1. BMJ 2004;329:277-279
2. WMA. Declaration of Helsinki, 5th Amendment. URL
http://www.wma.net/e/policy/b3.htm
Competing interests:
MREC member
Competing interests: No competing interests
A solution is urgently needed to streamline NHS research governance approval in the context of large-scale epidemiological studies
Editor, we read with much interest the article by Ward et al.
relating to obstacles encountered by epidemiologists in conducting
research in the UK.1 As stated, local research ethical approval for
studies with ‘no local investigator’ has not been required since 2000. We
are currently conducting a case-control study that falls into this
category – the Drug Induced Arrhythmia Risk Evaluation study (funded by
the British Heart Foundation).2 However, despite MREC approval and ‘no
local investigator’ status, we are trying to cope with applying for NHS
R&D approval at Trusts throughout England.
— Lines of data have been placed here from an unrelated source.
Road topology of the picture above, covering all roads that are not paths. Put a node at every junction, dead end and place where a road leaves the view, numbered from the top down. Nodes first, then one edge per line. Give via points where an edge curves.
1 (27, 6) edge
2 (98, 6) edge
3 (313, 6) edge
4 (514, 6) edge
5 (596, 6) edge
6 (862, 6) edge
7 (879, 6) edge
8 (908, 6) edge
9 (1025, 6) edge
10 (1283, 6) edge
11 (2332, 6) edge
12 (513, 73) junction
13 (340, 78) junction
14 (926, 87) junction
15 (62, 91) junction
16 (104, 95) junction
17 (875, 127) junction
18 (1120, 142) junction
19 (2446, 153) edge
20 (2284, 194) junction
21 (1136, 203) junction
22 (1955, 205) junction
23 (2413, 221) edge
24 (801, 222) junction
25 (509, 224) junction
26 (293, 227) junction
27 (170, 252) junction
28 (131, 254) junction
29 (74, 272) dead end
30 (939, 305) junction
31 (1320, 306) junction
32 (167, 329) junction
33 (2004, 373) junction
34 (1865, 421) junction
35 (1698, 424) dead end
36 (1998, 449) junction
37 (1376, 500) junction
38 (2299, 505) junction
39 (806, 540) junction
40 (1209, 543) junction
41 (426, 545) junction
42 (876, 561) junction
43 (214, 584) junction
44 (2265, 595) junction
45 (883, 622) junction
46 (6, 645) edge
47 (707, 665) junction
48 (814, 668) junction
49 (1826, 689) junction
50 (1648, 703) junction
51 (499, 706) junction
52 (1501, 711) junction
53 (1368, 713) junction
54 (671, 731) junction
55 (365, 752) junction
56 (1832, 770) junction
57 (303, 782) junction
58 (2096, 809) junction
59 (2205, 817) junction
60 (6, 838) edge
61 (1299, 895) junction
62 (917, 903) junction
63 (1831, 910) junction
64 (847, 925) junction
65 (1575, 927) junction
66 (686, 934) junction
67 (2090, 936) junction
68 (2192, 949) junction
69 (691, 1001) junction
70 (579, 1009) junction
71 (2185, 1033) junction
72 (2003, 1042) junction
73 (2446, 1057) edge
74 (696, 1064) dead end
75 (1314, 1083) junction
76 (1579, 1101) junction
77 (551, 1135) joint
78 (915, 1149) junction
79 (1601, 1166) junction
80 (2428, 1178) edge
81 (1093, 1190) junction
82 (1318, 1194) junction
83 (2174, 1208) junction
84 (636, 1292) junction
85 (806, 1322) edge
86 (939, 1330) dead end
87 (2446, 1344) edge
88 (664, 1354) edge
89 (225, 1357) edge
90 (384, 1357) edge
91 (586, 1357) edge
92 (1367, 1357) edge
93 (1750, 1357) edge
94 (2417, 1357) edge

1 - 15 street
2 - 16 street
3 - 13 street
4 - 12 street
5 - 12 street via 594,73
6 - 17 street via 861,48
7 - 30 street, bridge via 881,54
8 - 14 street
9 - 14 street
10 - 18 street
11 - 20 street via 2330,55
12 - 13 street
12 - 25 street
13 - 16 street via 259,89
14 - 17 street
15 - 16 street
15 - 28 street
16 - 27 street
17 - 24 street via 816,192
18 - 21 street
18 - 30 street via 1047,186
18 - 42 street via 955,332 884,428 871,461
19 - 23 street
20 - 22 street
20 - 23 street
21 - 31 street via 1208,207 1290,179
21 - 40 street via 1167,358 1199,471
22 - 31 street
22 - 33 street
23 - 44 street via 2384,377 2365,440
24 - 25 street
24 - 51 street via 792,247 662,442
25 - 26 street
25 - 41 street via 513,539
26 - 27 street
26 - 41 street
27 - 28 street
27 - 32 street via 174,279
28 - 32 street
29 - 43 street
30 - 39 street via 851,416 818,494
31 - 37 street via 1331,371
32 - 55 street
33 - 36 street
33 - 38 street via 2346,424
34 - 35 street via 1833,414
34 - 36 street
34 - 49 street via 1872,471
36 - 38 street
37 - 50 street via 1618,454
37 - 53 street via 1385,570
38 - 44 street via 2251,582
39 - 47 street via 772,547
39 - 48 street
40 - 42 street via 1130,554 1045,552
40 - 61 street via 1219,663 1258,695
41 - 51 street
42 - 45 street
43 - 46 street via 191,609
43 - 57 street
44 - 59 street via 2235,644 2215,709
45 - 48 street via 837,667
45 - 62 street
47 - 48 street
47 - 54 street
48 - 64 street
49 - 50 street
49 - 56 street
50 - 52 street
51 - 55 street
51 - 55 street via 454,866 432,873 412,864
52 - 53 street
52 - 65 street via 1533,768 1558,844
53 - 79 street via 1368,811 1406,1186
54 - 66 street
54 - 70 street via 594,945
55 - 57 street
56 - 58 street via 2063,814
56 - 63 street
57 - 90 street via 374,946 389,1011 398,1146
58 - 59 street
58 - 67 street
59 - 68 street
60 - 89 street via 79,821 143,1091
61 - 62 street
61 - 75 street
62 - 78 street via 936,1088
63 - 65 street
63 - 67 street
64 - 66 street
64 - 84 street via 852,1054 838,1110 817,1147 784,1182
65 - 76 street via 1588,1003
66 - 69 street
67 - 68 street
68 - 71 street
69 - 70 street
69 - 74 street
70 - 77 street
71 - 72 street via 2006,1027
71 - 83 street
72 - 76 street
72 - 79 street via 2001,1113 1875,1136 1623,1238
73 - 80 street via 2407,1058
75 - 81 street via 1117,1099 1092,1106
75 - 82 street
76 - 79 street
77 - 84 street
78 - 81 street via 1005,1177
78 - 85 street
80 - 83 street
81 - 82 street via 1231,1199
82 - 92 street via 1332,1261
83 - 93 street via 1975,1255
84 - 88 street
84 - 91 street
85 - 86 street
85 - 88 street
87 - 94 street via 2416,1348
We have estimated that only 100 cases per year will be recruited, and
therefore have no option but to seek approval from as many Trusts as
possible. As we are planning to recruit control patients from primary
care, the number of Trusts involved will run into hundreds. The R&D
approval processes at specific Trusts are, as Dingwall et al. describe,
enormously inconsistent.3 As a result, our study has been subject to
significant delays, we anticipate it will take years to complete all of
the necessary R&D registration forms; and meanwhile there is ongoing
expenditure of charitable funds to satisfy NHS bureaucracy.
It is surely time for the NHS to develop a central R&D approval
process equivalent to MREC in matters ethical. We feel strongly that the
survival of large-scale epidemiological research in the UK will depend on
streamlining existing NHS approval procedures for this kind of research.
As Sir Richard Doll recently pointed out, some types of research may
become impossible.4 Such an outcome would clearly not be in the interest
of society, whilst being diametrically opposed to the ethos of guidance
intended to provoke creativity and innovation in research.5
1. Ward HJT, Cousens SN and Smith-Bathgate B et al. Obstacles to
conducting epidemiological research in the UK general population. BMJ,
2004;329:277-279.
2. Davies M, Behr E, Carter N, Jeffery S, Camm AJ, Shakir SAW. Methodology
of the Drug-Induced Arrhythmia Risk Evaluation Study (abstract).
Pharmacoepidemiology and Drug Safety, 2003;12:S1-S189.
3. Dingwall R and Rowley E. Re: Bureaucracy of ethics applications
(letter). http://bmj.com Rapid Responses for Wald, 329(7460) 282-284,
accessed 04.08.04.
4. Highfield R. Rules threaten medical research (comments from Sir Richard
Doll).http://www.telegraph.co.uk, filed 26/02/04, accessed 02/06/04.
5. Lord Hunt of Kings Heath, Department of Health. Research Governance
Framework for Health and Social Care. Department of Health, March 2001.